• Annie Bocock

Reclaiming Pop Music

I’ve wanted to write about pop music for a long, long time, but I thought I’d save the occasion for the day after the release of “SAWAYAMA”, Rina Sawayama’s highly anticipated debut album. Rina came onto my radar after watching this 2017 interview with her and the energy she gave off drew me to her music. The weeks afterwards saw me pumping her EP “RINA” everywhere: sat on the couches of one of our lecture buildings, walking to the bus stop, dancing alone in my room at 2am…



It sparked something in me, a fervent need to find more, more pop music that sounded as confident and unique as hers.


When I turned old enough to have my own opinions on music, pop was what I sneered at, favouring the alternative (predominantly male) artists of the prior four decades. For me, the appeal of not liking pop music was the idea of being a “different” girl, I had built my identity around that concept for years, I still do to an extent. Many people join me on the ride of stigmatising pop music for that reason.


Why do we view pop music as “basic”? Of course the stem of the term comes from “popular”, or music that is appreciated by a wide audience and demographic, but it can’t just simply be that. It isn’t: after doing brief research (mainly being a Google search of “Why do people hate pop music?”) into the phenomenon, pop music perhaps isn’t as “complex” as it once was. With fewer chord changes, the growing repetitiveness and the consistent mastering to be louder. It’s not surprising that the less complex music may be a big reason for why people look down on it, but this Quora thread summarises the phenomenon better than I could ever.


The last argument I’d briefly make is the influence of sexist attitudes. The idea that teen girls love pop music so it must be vapid and simple.

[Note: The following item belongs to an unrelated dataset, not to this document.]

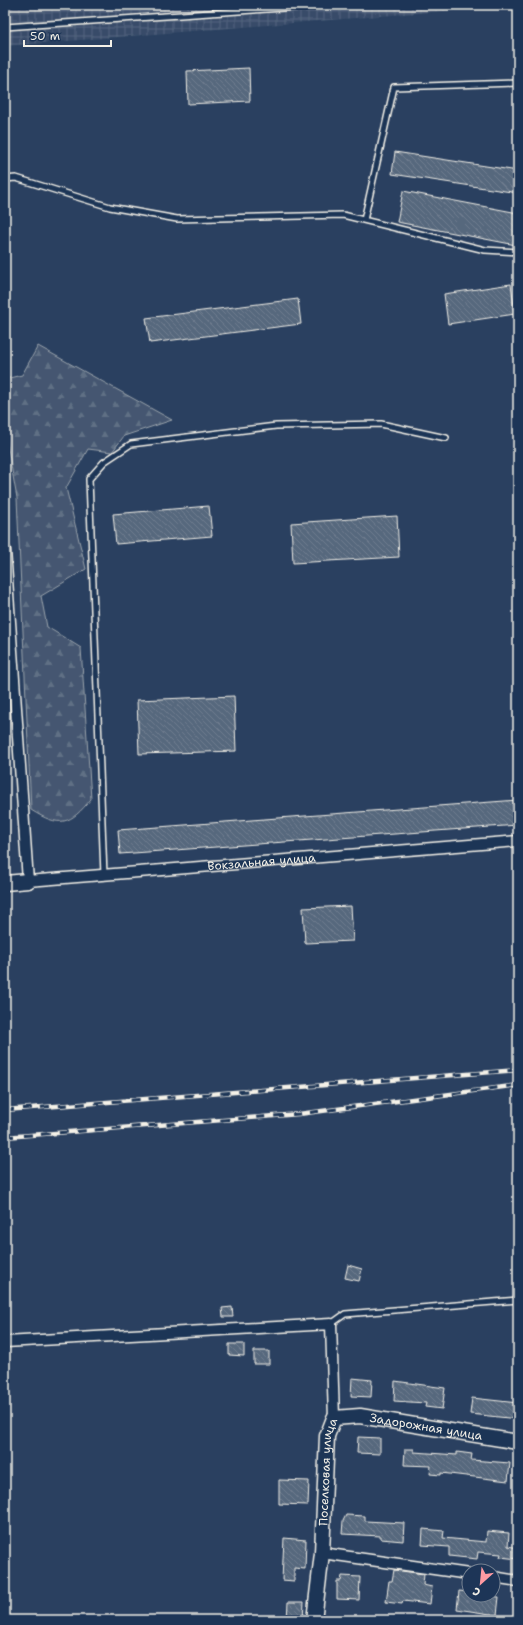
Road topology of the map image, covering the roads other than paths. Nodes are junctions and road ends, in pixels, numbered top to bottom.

We’ve seen this throughout pop culture, Twilight, One Direction, High School Musical and the list goes forever on.



The thing is, pop music, and its related genres, can’t be labelled simple as long as there are still artists like Rina Sawayama, Lady Gaga, Charli XCX, SOPHIE, Kim Petras, Sia, BTS, Carly Rae Jepsen, Troye Sivan, Taylor Swift, Billie Eilish, Rihanna, Lizzo, WILLOW, Stormzy, Little Mix, Dua Lipa, Normani and countless more. The innovation, depth, ingenuity, fun and experimentation they bring to the genre is vastly ignored.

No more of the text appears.